__What the task asks__: Go through the material under this sentence. Return every line holding "roads".

━━━

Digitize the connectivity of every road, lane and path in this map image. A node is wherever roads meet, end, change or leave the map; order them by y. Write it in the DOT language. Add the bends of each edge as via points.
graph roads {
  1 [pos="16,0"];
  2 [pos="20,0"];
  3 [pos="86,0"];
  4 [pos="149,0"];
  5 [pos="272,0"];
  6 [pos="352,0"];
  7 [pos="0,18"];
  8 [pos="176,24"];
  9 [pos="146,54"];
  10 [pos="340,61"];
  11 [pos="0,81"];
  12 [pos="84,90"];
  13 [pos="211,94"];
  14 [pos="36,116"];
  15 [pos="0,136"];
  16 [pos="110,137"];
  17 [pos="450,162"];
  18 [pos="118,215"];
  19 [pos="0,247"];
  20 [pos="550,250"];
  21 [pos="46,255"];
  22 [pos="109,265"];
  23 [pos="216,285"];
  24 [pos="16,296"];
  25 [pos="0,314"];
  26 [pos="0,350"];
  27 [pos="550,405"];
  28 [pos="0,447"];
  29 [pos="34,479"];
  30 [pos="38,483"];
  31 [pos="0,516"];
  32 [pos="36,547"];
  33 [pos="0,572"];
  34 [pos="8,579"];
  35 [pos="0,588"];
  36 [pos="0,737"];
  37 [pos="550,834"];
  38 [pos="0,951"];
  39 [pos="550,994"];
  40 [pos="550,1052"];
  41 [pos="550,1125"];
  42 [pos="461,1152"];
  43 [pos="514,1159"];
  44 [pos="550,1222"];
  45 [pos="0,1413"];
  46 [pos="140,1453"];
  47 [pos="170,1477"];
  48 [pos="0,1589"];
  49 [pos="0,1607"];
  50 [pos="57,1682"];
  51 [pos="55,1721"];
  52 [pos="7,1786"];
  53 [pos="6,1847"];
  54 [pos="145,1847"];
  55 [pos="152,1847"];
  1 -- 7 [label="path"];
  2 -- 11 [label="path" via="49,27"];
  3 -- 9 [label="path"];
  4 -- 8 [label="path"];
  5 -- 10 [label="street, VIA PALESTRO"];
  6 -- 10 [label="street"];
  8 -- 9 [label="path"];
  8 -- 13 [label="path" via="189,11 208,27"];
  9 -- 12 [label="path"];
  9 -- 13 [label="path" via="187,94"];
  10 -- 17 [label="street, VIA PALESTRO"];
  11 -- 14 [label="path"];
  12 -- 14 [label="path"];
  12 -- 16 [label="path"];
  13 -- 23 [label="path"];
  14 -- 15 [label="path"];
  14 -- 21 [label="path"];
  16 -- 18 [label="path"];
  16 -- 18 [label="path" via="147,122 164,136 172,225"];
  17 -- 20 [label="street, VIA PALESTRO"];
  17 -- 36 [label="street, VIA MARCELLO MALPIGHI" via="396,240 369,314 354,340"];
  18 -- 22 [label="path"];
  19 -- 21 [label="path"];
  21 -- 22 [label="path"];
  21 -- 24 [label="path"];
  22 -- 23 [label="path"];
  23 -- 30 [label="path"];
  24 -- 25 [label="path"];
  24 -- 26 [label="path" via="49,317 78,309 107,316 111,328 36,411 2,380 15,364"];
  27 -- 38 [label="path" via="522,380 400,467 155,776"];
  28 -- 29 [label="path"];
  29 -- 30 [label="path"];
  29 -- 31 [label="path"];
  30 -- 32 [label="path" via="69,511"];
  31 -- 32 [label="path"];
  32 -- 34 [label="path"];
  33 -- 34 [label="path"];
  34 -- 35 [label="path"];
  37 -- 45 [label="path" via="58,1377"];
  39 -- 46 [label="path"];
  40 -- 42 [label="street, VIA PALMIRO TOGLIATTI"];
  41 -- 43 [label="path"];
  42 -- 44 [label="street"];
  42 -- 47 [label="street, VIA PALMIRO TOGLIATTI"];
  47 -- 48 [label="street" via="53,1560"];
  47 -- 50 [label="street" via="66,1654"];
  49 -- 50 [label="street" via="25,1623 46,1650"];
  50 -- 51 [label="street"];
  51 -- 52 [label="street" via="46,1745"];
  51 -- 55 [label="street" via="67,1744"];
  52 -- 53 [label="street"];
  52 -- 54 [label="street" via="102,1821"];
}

━━━

__Exercise result__:
Digitize the connectivity of every road, lane and path in this map image. A node is wherever roads meet, end, change or leave the map; order them by y. Write it in the DOT language. Add the bends of each edge as via points.
graph roads {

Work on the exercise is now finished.